The set of sequenced reads in a ChIP-Seq experiment also contains other information that may be relevant to the underlying biology. For example, insight into the sizes of genomic regions protected by the ChIP target can be inferred from cross-correlations between positively- and negatively-oriented aligned reads12. With the Helicos data, such an analysis suggests protection of ~200 bases by H3K4me3 and ~100 bases by CTCF, consistent with the structural distinction between nucleosomal histone and DNA binding protein (Supplementary Fig. 7). In contrast, protected regions inferred from Illumina data are similar for both targets (see Online Methods). Together, these comparisons suggest that Helicos’ direct sequencing provides a more faithful readout of enriched genomic fractions, and may thus offer unique insights into the nature of protein-DNA interactions in chromatin.

Finally, we explored whether direct sequencing could be applied to small quantities of ChIP DNA, thereby addressing a major shortcoming of current methods. In the experiments above, we performed direct sequencing on samples of several nanograms. This represents a major improvement over prior direct sequencing reports, is comparable to the minimum SGST sample requirements, and is significantly lower than the 4.5 micrograms used in a recently described amplification-free SGST procedure13. Still, an optimal method would be compatible with significantly less starting DNA. In our experience, a typical histone modification ChIP performed on 500,000 cells yields ~1 nanogram of DNA. Thus, ChIP-Seq analysis of 50,000 cells would require the interrogation of ~100 picograms of DNA.

We therefore sought to develop a direct sequencing protocol that would be compatible with small quantities of ChIP DNA. We found that carriers such as oligoribonucleotides and oligonucleotides covalently-attached to solid surfaces facilitate A-tailing of low-attomole level DNA material and reduce sample loss during the tailing and surface-capture steps (see Online Methods).

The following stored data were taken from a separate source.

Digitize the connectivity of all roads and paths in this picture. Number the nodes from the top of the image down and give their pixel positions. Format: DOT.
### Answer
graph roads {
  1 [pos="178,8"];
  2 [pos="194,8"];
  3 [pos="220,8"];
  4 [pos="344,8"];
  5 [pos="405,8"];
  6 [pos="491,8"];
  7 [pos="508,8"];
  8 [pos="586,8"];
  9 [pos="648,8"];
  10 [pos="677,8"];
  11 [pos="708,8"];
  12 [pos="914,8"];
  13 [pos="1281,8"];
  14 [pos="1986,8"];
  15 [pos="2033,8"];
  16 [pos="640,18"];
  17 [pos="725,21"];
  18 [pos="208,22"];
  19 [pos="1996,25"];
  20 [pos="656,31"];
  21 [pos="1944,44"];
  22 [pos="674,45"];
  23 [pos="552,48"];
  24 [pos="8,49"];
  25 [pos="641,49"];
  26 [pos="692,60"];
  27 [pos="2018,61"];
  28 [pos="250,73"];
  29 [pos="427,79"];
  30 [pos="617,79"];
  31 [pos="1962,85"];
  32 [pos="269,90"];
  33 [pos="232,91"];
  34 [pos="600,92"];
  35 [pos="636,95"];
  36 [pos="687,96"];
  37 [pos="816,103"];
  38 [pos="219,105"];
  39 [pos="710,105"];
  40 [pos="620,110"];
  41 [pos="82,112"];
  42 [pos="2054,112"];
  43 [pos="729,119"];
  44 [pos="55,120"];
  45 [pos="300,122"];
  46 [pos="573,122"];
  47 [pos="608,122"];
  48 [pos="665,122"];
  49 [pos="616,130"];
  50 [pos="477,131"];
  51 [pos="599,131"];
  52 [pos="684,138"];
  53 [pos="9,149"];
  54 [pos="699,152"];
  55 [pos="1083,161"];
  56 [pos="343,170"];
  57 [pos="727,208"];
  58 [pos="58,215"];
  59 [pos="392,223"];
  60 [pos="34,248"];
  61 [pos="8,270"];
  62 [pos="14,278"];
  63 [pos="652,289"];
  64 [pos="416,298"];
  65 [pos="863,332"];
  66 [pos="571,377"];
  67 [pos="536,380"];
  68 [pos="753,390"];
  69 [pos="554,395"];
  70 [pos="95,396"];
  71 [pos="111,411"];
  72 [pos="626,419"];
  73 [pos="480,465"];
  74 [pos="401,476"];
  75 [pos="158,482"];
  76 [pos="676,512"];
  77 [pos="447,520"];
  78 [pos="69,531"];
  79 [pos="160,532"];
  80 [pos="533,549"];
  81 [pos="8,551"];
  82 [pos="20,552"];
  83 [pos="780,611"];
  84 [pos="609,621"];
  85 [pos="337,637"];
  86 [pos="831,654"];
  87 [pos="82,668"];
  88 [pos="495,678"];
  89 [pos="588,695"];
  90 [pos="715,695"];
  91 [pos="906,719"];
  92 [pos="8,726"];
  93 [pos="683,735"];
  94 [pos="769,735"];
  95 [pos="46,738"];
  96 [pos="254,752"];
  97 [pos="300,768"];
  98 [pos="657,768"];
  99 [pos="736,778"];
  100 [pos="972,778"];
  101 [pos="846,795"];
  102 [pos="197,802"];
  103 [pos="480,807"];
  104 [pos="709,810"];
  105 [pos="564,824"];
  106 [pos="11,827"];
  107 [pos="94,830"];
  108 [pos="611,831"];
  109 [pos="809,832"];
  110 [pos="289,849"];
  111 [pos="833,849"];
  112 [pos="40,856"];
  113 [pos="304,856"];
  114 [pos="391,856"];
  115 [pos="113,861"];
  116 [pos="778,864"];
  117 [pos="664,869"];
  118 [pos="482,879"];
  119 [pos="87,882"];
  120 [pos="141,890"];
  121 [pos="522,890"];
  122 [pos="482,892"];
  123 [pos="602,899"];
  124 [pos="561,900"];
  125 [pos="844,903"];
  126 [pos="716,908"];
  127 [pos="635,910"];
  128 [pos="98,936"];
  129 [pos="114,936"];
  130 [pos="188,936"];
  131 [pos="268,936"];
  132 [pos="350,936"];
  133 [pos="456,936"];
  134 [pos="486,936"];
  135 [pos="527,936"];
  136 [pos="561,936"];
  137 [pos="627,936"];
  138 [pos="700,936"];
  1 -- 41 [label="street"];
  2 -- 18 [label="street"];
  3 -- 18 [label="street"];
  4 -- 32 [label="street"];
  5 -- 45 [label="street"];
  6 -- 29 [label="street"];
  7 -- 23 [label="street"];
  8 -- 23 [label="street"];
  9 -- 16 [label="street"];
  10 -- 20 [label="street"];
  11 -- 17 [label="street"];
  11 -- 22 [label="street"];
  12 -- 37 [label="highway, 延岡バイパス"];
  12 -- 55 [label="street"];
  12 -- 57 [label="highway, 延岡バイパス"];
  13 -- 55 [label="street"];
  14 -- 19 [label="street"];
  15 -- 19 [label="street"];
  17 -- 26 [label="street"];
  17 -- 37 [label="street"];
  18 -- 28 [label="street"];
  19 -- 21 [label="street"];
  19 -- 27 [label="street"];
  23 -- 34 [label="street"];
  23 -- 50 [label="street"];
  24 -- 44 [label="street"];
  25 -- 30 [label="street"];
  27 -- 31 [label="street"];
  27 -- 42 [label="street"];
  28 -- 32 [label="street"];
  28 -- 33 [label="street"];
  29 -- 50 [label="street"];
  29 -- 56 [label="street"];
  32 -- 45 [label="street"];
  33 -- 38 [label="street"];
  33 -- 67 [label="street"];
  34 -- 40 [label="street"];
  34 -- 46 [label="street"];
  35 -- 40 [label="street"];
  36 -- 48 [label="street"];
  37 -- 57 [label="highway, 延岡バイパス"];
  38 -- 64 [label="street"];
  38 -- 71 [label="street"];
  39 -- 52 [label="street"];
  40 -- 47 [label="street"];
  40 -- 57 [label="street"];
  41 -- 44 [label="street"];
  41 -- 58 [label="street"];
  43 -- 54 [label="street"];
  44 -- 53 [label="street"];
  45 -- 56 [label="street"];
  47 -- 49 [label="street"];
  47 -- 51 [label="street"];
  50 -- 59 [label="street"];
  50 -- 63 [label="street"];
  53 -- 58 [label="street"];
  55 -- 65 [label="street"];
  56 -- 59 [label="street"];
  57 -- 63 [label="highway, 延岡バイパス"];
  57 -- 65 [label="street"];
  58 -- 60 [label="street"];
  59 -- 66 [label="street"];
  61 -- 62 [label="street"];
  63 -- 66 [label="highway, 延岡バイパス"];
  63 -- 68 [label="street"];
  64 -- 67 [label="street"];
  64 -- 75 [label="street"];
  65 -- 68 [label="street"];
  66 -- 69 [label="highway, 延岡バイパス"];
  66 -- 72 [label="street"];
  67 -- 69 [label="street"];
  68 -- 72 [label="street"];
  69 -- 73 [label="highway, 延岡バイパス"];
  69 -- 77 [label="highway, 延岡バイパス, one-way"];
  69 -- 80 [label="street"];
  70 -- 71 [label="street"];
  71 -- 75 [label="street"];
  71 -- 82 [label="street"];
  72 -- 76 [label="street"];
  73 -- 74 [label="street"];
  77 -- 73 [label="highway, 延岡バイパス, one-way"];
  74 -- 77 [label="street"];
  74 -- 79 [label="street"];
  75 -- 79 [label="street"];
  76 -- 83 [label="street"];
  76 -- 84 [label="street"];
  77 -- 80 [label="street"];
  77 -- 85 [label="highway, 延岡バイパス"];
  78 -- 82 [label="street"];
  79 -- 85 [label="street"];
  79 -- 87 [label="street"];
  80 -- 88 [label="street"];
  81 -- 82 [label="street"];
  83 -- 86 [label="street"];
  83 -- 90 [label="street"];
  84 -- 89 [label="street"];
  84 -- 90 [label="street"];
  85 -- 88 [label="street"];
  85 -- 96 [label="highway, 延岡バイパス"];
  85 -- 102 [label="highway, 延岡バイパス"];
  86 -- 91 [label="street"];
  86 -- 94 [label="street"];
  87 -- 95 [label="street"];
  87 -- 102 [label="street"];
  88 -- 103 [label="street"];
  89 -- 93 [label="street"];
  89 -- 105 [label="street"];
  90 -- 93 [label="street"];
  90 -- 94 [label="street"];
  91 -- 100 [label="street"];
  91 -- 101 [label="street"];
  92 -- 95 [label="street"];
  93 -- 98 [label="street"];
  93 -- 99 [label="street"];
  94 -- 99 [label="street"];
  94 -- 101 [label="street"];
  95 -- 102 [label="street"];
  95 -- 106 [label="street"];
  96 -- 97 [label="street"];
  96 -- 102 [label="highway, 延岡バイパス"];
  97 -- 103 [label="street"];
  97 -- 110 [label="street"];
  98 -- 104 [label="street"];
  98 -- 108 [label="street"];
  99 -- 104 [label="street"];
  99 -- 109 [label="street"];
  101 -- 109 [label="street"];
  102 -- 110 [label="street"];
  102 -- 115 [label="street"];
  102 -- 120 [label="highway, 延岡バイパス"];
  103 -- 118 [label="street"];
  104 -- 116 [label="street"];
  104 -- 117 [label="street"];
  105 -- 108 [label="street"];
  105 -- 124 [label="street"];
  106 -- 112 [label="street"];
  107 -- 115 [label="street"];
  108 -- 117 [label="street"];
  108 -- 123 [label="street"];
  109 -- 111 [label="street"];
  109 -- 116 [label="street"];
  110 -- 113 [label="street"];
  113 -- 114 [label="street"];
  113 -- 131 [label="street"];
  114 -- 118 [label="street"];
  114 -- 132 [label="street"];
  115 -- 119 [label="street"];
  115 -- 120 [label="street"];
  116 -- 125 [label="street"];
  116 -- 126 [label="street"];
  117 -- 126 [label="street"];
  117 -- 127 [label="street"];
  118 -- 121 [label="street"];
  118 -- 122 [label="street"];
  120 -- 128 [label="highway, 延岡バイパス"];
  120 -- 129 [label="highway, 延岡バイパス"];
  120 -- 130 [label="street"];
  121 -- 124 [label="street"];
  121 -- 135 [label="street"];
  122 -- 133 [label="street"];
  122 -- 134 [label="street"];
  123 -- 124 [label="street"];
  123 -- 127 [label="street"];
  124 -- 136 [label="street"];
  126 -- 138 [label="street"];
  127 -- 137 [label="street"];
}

We successfully tailed and sequenced 50 and 150 picogram samples of H3K4Me3 ChIP DNA, obtained by dilution, as well as a 200 picogram sample of CTCF ChIP DNA. These experiments yielded between 3.6 and 5 million aligned reads, somewhat lower than the numbers achieved in the initial experiments (Supplementary Table 1). Encouragingly, enrichment profiles derived from these data appear to offer robust and accurate signals. Despite having fewer reads, the ChIP-Seq maps for the small quantity samples show exquisite correlation with the datasets acquired from 3 nanograms of ChIP DNA (Fig. 3, Supplementary Fig. 8–11).

Figure 3
Comparison of ChIP-Seq data obtained for small quantity samples

The lower numbers of aligned reads obtained with the small DNA amounts are expected to reduce sensitivity. Indeed, some enriched regions detected in the large sample experiments do not appear in these maps. Systematic comparison of the H3K4me3 datasets suggests that the sensitivity of the 50 picogram dataset is ~5% lower than the data collected from the original 3 nanogram sample (Supplementary Fig. 9–11). Accordingly, it may be necessary to perform additional replicates when analyzing small quantity ChIP samples.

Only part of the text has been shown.